Darren Thornbrugh, Ph.D.


I work as a Regional Analyst, Natural Resource Specialist with the Renewable Resources Unit in the Eastern Region, USDA's Forest Service.

I'm an ecologist that has been working in freshwater ecology and terrestrial ecology for 26 years. I worked as an Aquatic Ecologist with National Parks Service Inventory & Monitoring Network, Northern Great Plains Network (NGPN) and as a Post-doctoral fellow in c/o Environmental Protection Agency, Western Ecological Division. I was involved in assessing current status and long-term natural resource trends and modeled watershed conditions. I recently joined the USDA's Forest Service, Eastern Region, Renewable Resources staff as a Regional Analyst and I am involved in landscape level analysis efforts involving forest ecosystem datasets. I work in various analysis approaches, techniques, and software programs for purposes including geospatial assessment, vegetation analysis, bioassessment, watershed condition, ecosystem dynamics, economics, and wildlife habitat. I play a supportive role in addressing a wide array of analysis needs in the forest planning process and I am excited to provide input and analysis for cross discipline large scale landscape resource management. I have a BS in Geography (GIS & Remote Sensing Focus) & BA in Environmental Studies from University of Nebraska-Lincoln, MS in Biology (Freshwater Ecology Focus) from Kansas State University, and Ph.D. in Fisheries and Wildlife (Aquatic Landscape Ecology Focus) from Michigan State University.

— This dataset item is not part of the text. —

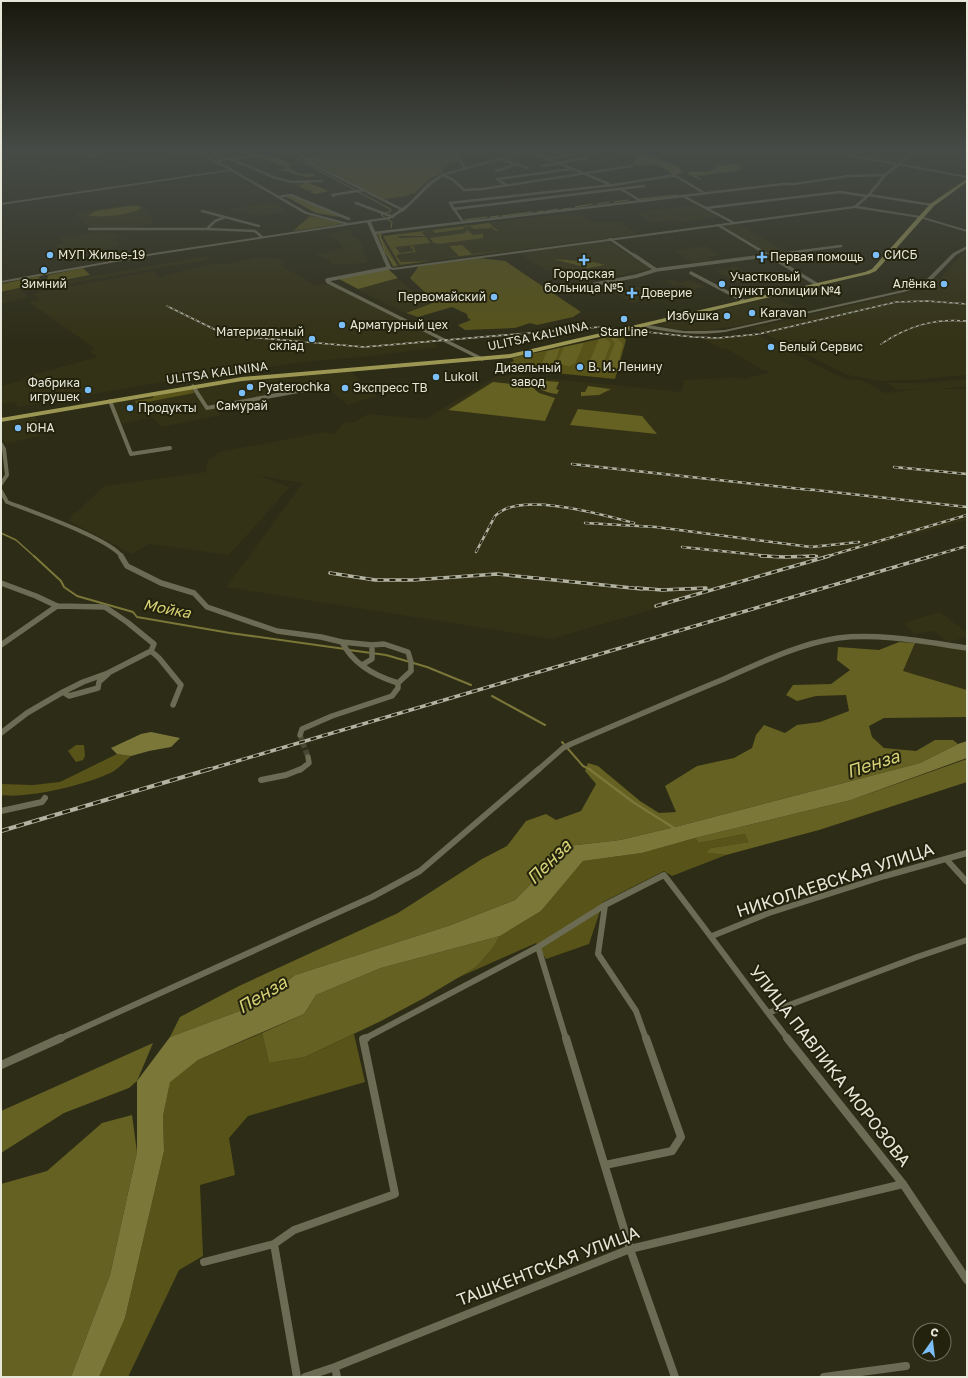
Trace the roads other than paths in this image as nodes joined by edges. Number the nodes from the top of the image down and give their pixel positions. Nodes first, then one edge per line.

My post-doctoral fellowship work has incorporated principles of watershed ecology, landscape ecology, aquatic ecology, hydrology, and water quality in a systems approach to develop an index of watershed integrity for the conterminous US (Thornbrugh et al. 2018). The national Index of Watershed Integrity was developed as a first approximation as an applied index following a conceptual model of watershed integrity highlighting the multiple anthropogenic pressures humanity exerts on watersheds in the United States.

My past experience also includes 6 years spent working on long term monitoring and research projects with 15 federally listed threatened or endangered fish species and with the rivers and streams they inhabit. I have spent many years working in aquatic bioassessment and community ecology, assessing relationships between community structure of fish and macroinvertebrate assemblages, aquatic ecosystems, terrestrial ecosystems and multiple human-related pressures in the landscape.

I am an avid fishermen and enjoy exploring the outdoors via running, hiking, biking, camping, backpacking, and paddle sports.